# Is it ok to spray herbicides on wet plants?



## whitmerlegacyfarm

Hi guys just a quick question. I can't seem to get any days without a good breeze so I was hoping I could spray in morning before wind picks up. Actually hoping to do about 10am this morning. We had a light shower last evening, but I got a get this 2,4D on uncounted of my 30day harvest restrictions. Thanks


----------



## bluefarmer

I wouldn't let that stop me, but if it was me I would go to church this morning then late this evening about 5 go spray


----------



## rajela

A prefer to spray early in the morning but I will also spray late in the evening I never spray during the middle of the day.


----------



## whitmerlegacyfarm

Chance of showers this evening and 15-25mph for wind.


----------



## mlappin

Plants need to be dry enough for the herbicide to stick instead of mixing with the dew and running off.

Don't need to be bone dry but if you walk across your yard and your shoes get soaked we don't start.


----------



## endrow

mlappin said:


> Plants need to be dry enough for the herbicide to stick instead of mixing with the dew and running off.
> 
> Don't need to be bone dry but if you walk across your yard and your shoes get soaked we don't start.

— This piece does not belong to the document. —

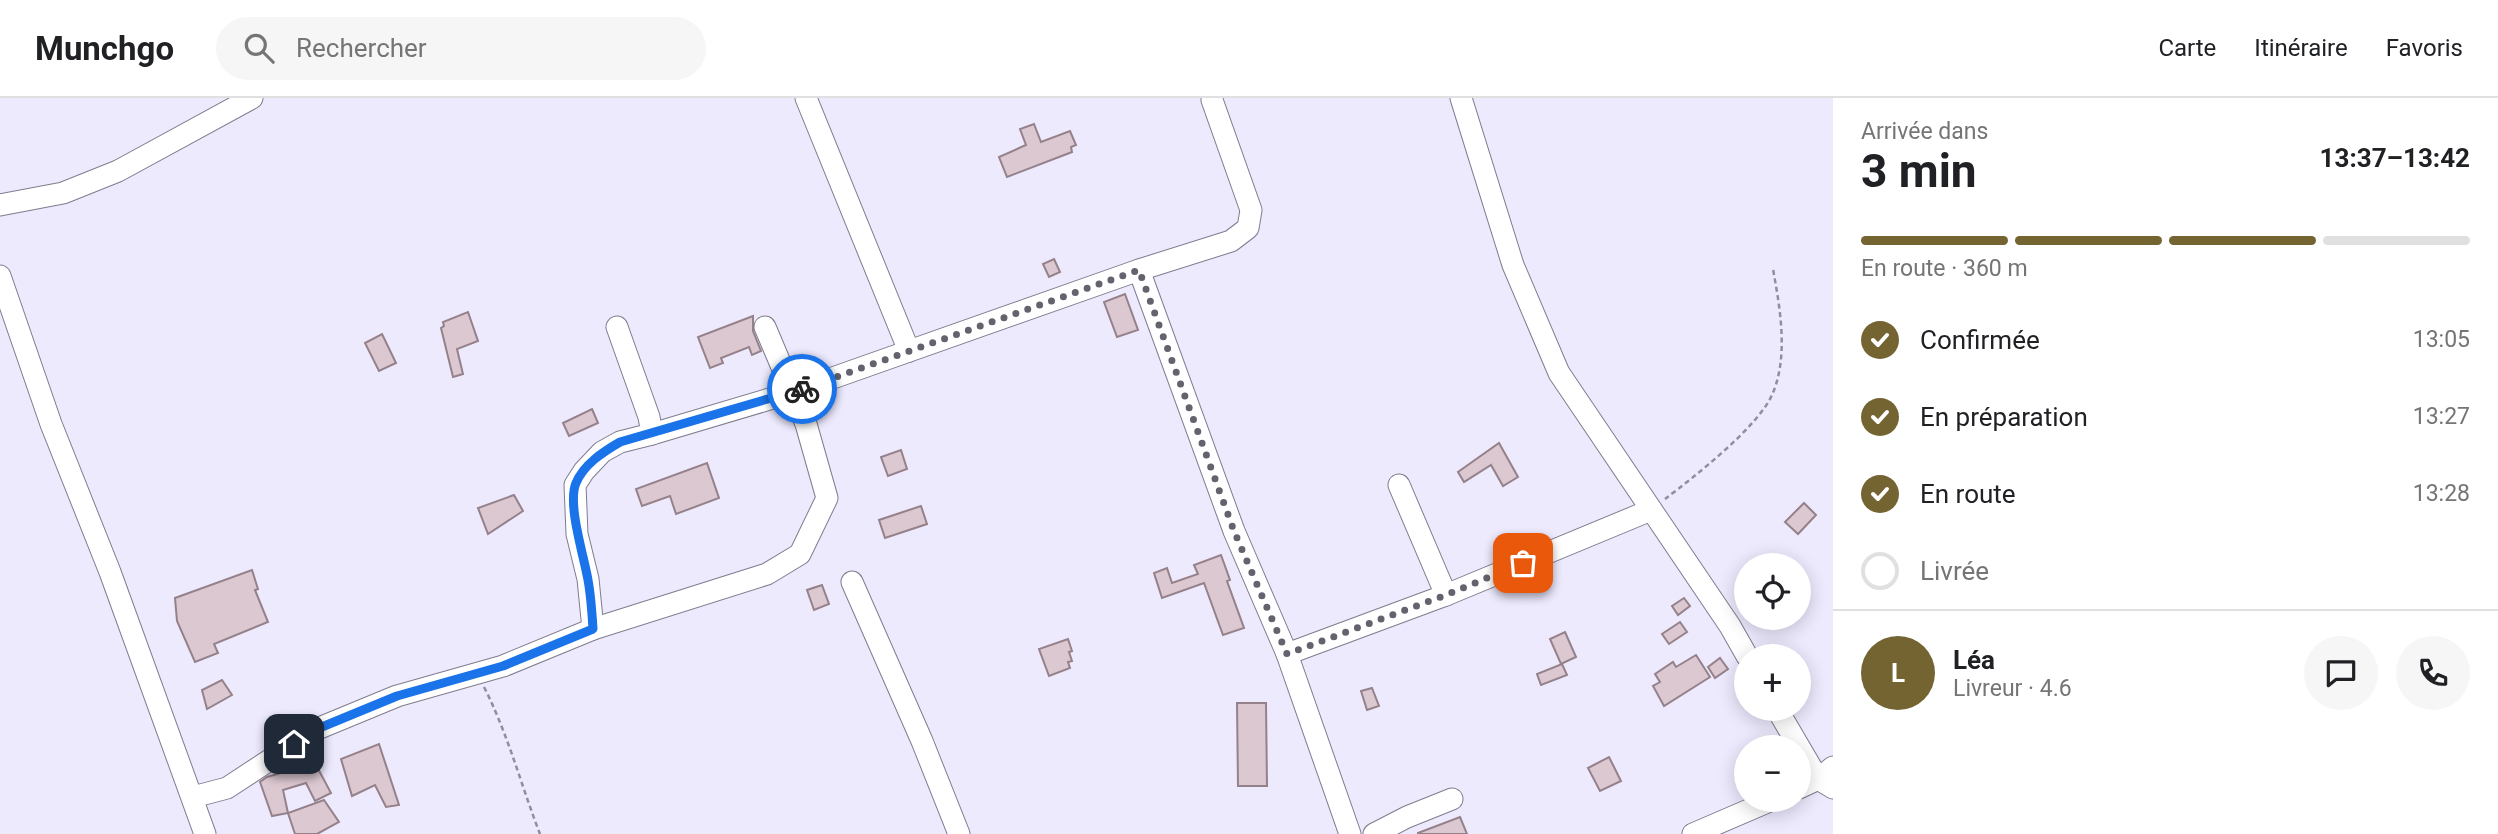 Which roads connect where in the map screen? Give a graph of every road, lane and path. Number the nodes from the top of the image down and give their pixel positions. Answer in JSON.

Yes I agree damp vegetation no problem but if soaking wet you will lose herbicide threw dilution or run off . Air Inducted Nozzle's will allow you to spray with some wind


----------



## rajela

endrow said:


> Yes I agree damp vegetation no problem but if soaking wet you will lose herbicide threw dilution or run off . Air Inducted Nozzle's will allow you to spray with some wind


It will still kill just a little slower.


----------



## Vol

Double up on surfactant if it is really wet and it will help tremendously.

Regards, Mike


----------



## JD3430

I sprayed 2 years ago on dew covered grass and weeds. Results were not that good.


----------



## mlappin

We have enough acres to cover we start in the morning and run till late afternoon. Another thing and especially this year, if the temp starts to drop a bunch in the afternoon, quit. Cold slows down uptake of the chemical, then if the dew sets hard results may suffer.


----------



## haybaler101

Start in morning as dew is drying up, run all day and quit at least an hour before dew returns. Only spray when temp is above 60. I sprayed Saturday with 15 mph wind and gusts over 20. I do not like too, but I was using AI nozzles and drift control agent at double strength. Actually, one of the worst conditions for drift is hot, humid, and no wind.


----------



## mlappin

Another reason we are so behind on spraying burndown this spring, low temps. Thats about the only time we have been able to spray this spring if the winds are only between 15-20 mph, been a lot windier than that most days it seems.

My outdoor wood boiler is still running, can't recall ever having a fire in it this far into May.


----------



## Bonfire

haybaler101 said:


> Start in morning as dew is drying up, run all day and quit at least an hour before dew returns. Only spray when temp is above 60. I sprayed Saturday with 15 mph wind and gusts over 20. I do not like too, but I was using AI nozzles and drift control agent at double strength. Actually, one of the worst conditions for drift is hot, humid, and no wind.


My last restricted use class talked about inversions. Very small droplets will actually rise and travel good distances under the inversion condition.


----------